RecipesHungaryHungarian Stuffed Mushrooms with Ham and Cheese

Hungarian Stuffed Mushrooms with Ham and Cheese

Large mushroom caps filled with a savory mixture of finely diced ham, sautéed onions, garlic, paprika, and cheese, then baked until golden and tender. This dish balances the earthiness of mushrooms with classic Hungarian flavors.

Prep Time25 minutes
Cook Time20 minutes
Total Time45 minutes
Servings4
DifficultyMedium
Hungarian Stuffed Mushrooms with Ham and Cheese - Hungary traditional dish

🧂 Ingredients

  • 16 pieces Large cremini or white mushrooms(about 2-3 inches in diameter, stems removed and finely diced)
  • 40 g Butter
  • 1 medium Onion(finely chopped)
  • 2 cloves Garlic(minced)
  • 100 g Cooked ham(finely diced)
  • 150 ml Milk
  • 2 tablespoons All-purpose flour
  • 1 teaspoon Hungarian sweet paprika
  • 50 g Grated hard white cheese(such as Gruyere or a firm Hungarian cheese)
  • 2 tablespoons Fresh parsley(chopped)
  • to taste Salt
  • to taste Black pepper

👨‍🍳 Instructions

  1. 1

    Preheat oven to 200°C (400°F). Wipe the mushroom caps clean and remove the stems. Finely dice the mushroom stems.

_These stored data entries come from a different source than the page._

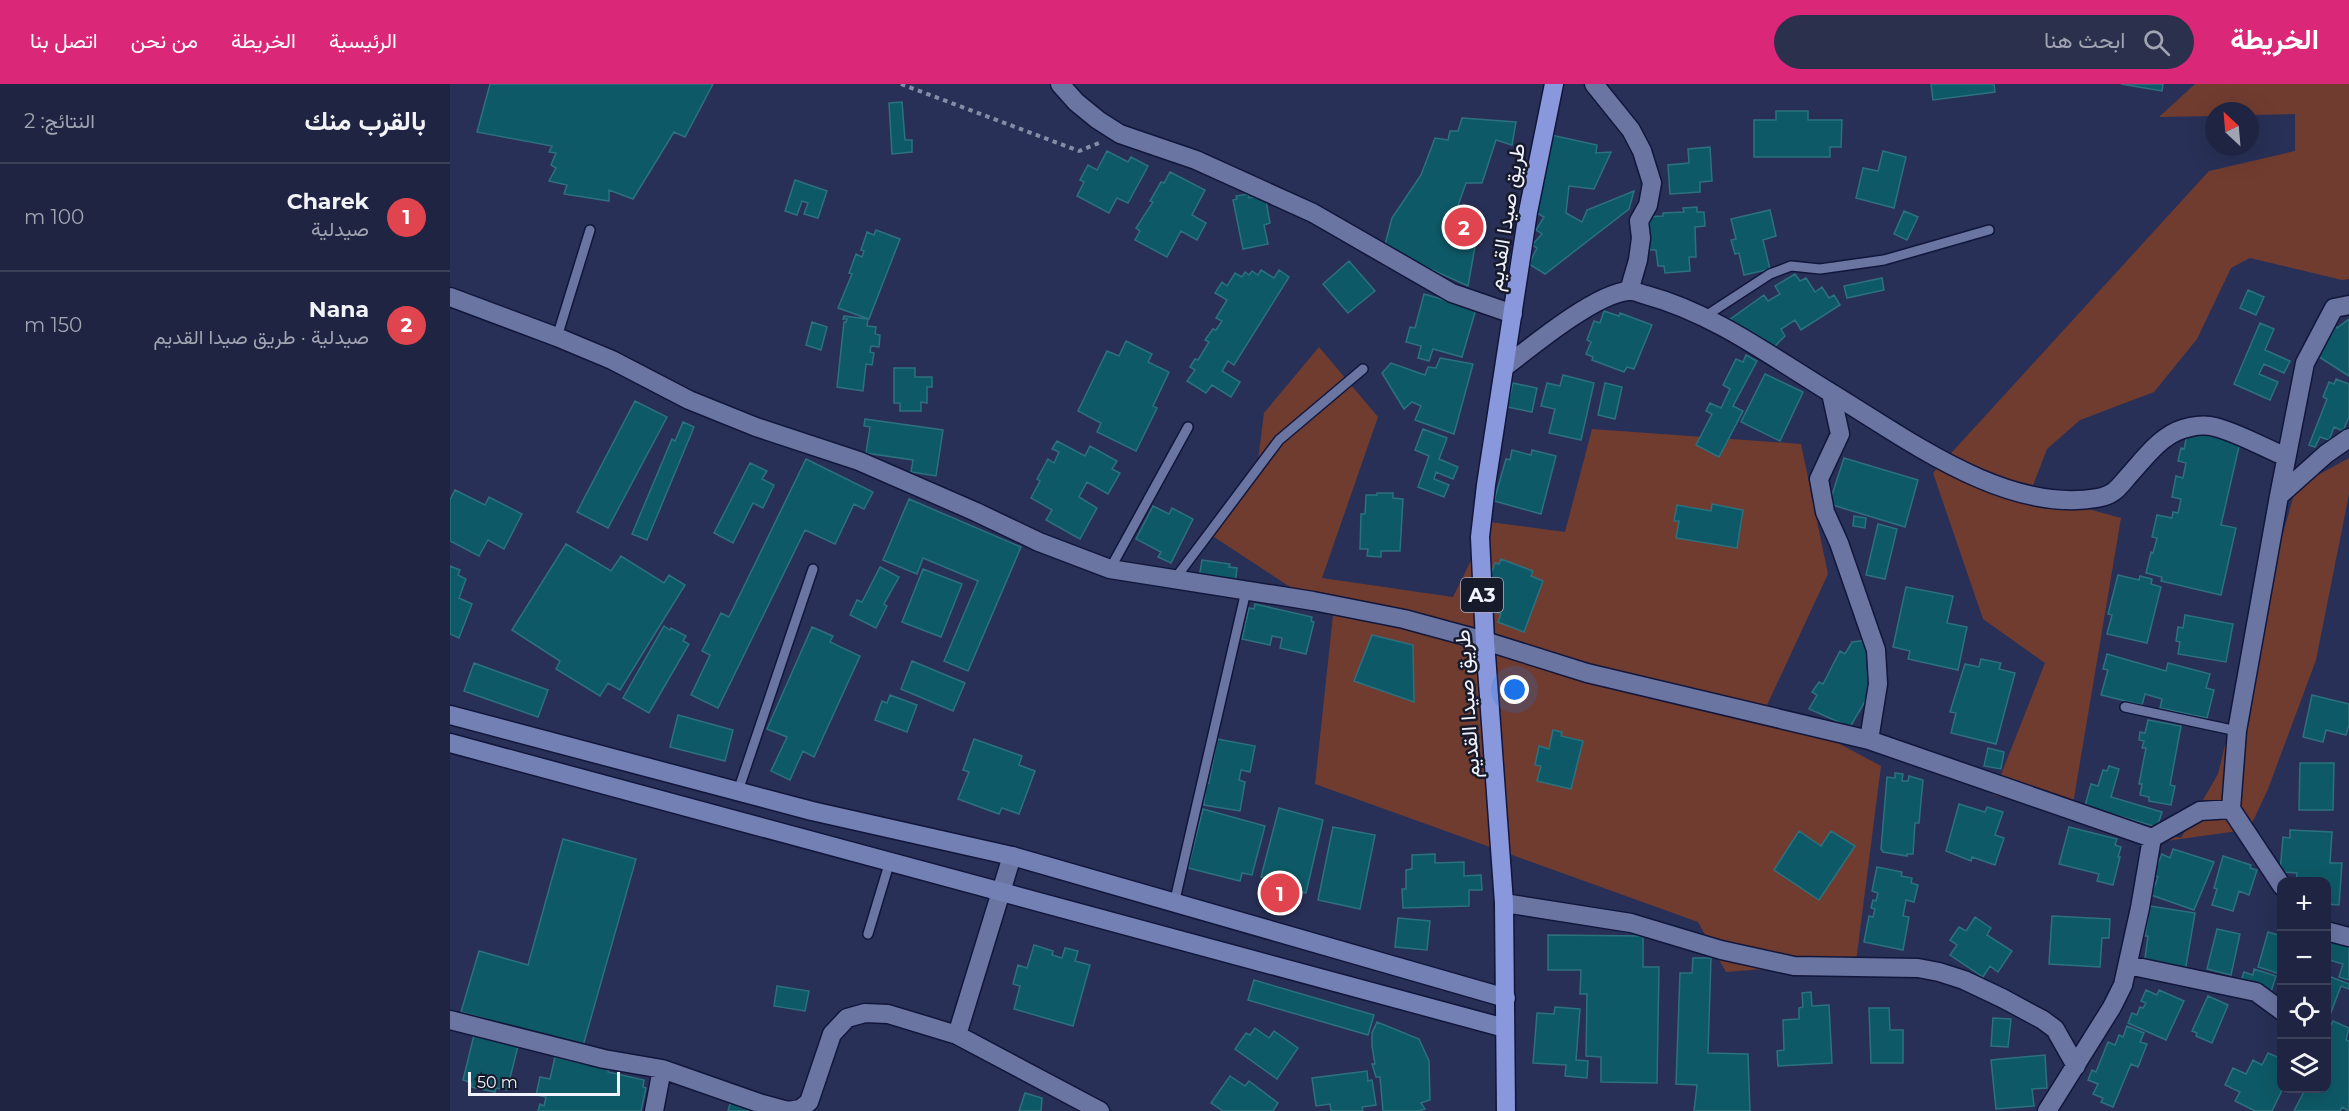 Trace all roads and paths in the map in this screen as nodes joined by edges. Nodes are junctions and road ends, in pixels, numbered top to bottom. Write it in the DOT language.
graph roads {
  1 [pos="901,84"];
  2 [pos="1060,84"];
  3 [pos="1554,84"];
  4 [pos="1594,84"];
  5 [pos="1120,134"];
  6 [pos="590,230"];
  7 [pos="1989,230"];
  8 [pos="1629,291"];
  9 [pos="450,297"];
  10 [pos="2349,305"];
  11 [pos="1514,314"];
  12 [pos="1704,317"];
  13 [pos="557,337"];
  14 [pos="1505,367"];
  15 [pos="1363,369"];
  16 [pos="1831,393"];
  17 [pos="1188,427"];
  18 [pos="2349,438"];
  19 [pos="2286,457"];
  20 [pos="2279,496"];
  21 [pos="813,569"];
  22 [pos="1110,569"];
  23 [pos="1174,580"];
  24 [pos="1246,591"];
  25 [pos="1485,641"];
  26 [pos="2125,707"];
  27 [pos="450,715"];
  28 [pos="2237,730"];
  29 [pos="1869,740"];
  30 [pos="450,743"];
  31 [pos="738,791"];
  32 [pos="2231,809"];
  33 [pos="2151,838"];
  34 [pos="1012,856"];
  35 [pos="890,861"];
  36 [pos="2277,878"];
  37 [pos="1002,891"];
  38 [pos="1504,903"];
  39 [pos="1174,904"];
  40 [pos="2331,932"];
  41 [pos="868,934"];
  42 [pos="2349,937"];
  43 [pos="2128,965"];
  44 [pos="1506,998"];
  45 [pos="2277,1007"];
  46 [pos="450,1020"];
  47 [pos="1505,1028"];
  48 [pos="957,1035"];
  49 [pos="2076,1066"];
  50 [pos="662,1069"];
  51 [pos="654,1111"];
  52 [pos="1100,1111"];
  53 [pos="1506,1111"];
  54 [pos="2047,1111"];
  1 -- 5 [label="path"];
  2 -- 5 [label="street"];
  3 -- 11 [label="highway, طريق صيدا القديم / A3"];
  4 -- 8 [label="street"];
  5 -- 11 [label="street"];
  6 -- 13 [label="lane"];
  7 -- 12 [label="lane"];
  8 -- 12 [label="street"];
  8 -- 14 [label="street"];
  9 -- 13 [label="street"];
  10 -- 19 [label="street"];
  11 -- 14 [label="highway, طريق صيدا القديم / A3"];
  12 -- 16 [label="street"];
  13 -- 22 [label="street"];
  14 -- 25 [label="highway, طريق صيدا القديم / A3"];
  15 -- 23 [label="lane"];
  16 -- 19 [label="street"];
  16 -- 29 [label="street"];
  17 -- 22 [label="lane"];
  18 -- 20 [label="street"];
  19 -- 20 [label="street"];
  20 -- 28 [label="street"];
  21 -- 31 [label="lane"];
  22 -- 23 [label="street"];
  23 -- 24 [label="street"];
  24 -- 25 [label="street"];
  24 -- 39 [label="lane"];
  25 -- 29 [label="street"];
  25 -- 38 [label="highway, طريق صيدا القديم / A3"];
  26 -- 28 [label="lane"];
  27 -- 31 [label="street"];
  28 -- 32 [label="street"];
  29 -- 33 [label="street"];
  30 -- 35 [label="street"];
  31 -- 34 [label="street"];
  32 -- 33 [label="street"];
  32 -- 36 [label="street"];
  33 -- 43 [label="street"];
  34 -- 37 [label="street"];
  34 -- 39 [label="street"];
  35 -- 37 [label="street"];
  35 -- 41 [label="lane"];
  37 -- 47 [label="street"];
  37 -- 48 [label="street"];
  38 -- 44 [label="highway, طريق صيدا القديم / A3"];
  38 -- 49 [label="street"];
  39 -- 44 [label="street"];
  40 -- 42 [label="street"];
  43 -- 45 [label="street"];
  43 -- 49 [label="street"];
  44 -- 47 [label="highway, طريق صيدا القديم / A3"];
  46 -- 50 [label="street"];
  47 -- 53 [label="highway, طريق صيدا القديم / A3"];
  48 -- 50 [label="street"];
  48 -- 52 [label="street"];
  49 -- 54 [label="street"];
  50 -- 51 [label="street"];
}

    💡 Tip: Ensure mushroom caps are dry before stuffing.
  2. 2

    Melt 40g butter in a saucepan over medium heat. Add the finely chopped onion and sauté until softened, about 3-4 minutes. Add the minced garlic and diced mushroom stems and cook for another 3-4 minutes until slightly tender.

  3. 3

    Stir in the finely diced ham and cook for 1 minute.

  4. 4

    In a separate small bowl, whisk together the milk and flour until smooth. Gradually pour this mixture into the saucepan with the ham and vegetables, stirring continuously. Cook until the mixture thickens into a paste-like consistency.

    💡 Tip: Ensure there are no lumps in the flour-milk mixture.
  5. 5

    Remove the saucepan from the heat. Stir in the Hungarian sweet paprika, grated cheese, and chopped fresh parsley. Season with salt and pepper to taste. Mix thoroughly.

    💡 Tip: Taste and adjust seasoning before stuffing.
  6. 6

    Grease a baking dish. Place the mushroom caps in the prepared dish, cavity side up. Spoon the ham and cheese mixture generously into each mushroom cap.

    💡 Tip: Don't overfill the mushroom caps.
  7. 7

    Bake in the preheated oven for 15-20 minutes, or until the mushrooms are tender and the filling is lightly golden brown and heated through.

    💡 Tip: Baking time may vary depending on mushroom size.
  8. 8

    Serve hot, garnished with extra parsley if desired.

    💡 Tip: These are best served immediately after baking.

💡 Pro Tips

  • If you don't have Hungarian sweet paprika, regular sweet paprika can be used.
  • For a richer flavor, a small amount of smoked paprika can be added.
  • Ensure the cheese you use is a hard, white cheese that melts well.

🔄 Variations

  • Add a pinch of cayenne pepper for a hint of spice.
  • Substitute finely chopped cooked chicken or turkey for the ham.
  • A tablespoon of sour cream can be added to the filling for extra creaminess.